I used to be terrible at answering email. These days I maintain inbox zero.[1]
For a long time, I didn’t like answering emails unless I had a solution. I loved writing the email that showed how smart and efficient I was. The problem was fixed already!
It never failed to impress.
Except, of course, not everything can be fixed immediately.
Instead, emails would sit in my inbox for a day or two, gnawing at my conscience while I got the problem taken care of. Because it doubled as a todo list, both my todo list and my inbox were disaster zones. And since new email kept coming in, things would eventually get lost in the shuffle.

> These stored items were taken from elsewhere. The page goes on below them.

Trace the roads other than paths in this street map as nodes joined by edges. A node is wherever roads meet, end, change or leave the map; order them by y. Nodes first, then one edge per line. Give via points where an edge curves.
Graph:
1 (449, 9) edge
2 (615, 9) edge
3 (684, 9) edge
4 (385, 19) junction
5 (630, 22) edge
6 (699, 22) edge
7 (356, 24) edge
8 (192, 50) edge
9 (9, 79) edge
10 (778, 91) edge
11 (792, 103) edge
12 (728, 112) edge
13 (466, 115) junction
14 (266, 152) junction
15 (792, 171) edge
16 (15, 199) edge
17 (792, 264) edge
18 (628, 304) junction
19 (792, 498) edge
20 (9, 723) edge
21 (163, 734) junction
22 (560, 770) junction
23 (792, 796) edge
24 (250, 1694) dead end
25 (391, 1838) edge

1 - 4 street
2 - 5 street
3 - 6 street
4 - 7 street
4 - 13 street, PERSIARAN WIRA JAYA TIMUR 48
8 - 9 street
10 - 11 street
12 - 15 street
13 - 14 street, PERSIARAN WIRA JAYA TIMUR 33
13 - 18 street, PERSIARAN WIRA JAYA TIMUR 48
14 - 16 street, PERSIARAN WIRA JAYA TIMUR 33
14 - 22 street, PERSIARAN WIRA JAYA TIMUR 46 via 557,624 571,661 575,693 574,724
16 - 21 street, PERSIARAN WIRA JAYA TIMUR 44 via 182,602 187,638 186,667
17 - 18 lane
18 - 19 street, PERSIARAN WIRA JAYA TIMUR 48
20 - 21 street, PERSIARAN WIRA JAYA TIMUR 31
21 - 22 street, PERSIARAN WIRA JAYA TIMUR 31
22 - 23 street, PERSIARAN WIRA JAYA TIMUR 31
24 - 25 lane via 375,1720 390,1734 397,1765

Then, a couple of years ago, I had the pleasure of working with a really good communicator. He explained that the biggest thing to do right is business communications is expectation management. It’s more important to tell people you heard them than it is to respond with an immediate solution.
The good business guys know how to set expectations. “I’ll get back to you with an update by Monday”, or even just a good old “Thanks for the heads up, we’ll put it on the list!”
Disentangling my todo list from my email was helpful. Getting over my ego and responding with the expectation instead of the fix was a revelation.
Now my rule is that I just have to set the expectation and put the item on my todo list immediately. Each new email is a ticket in the bug tracker rather than a crisis that has to be handled now.
It’s been good for my customers, my reputation, and my sanity.
[1] Or at least unread zero. I’ve never seen the point of moving everything to a different folder if ‘read’ == ‘taken care of’.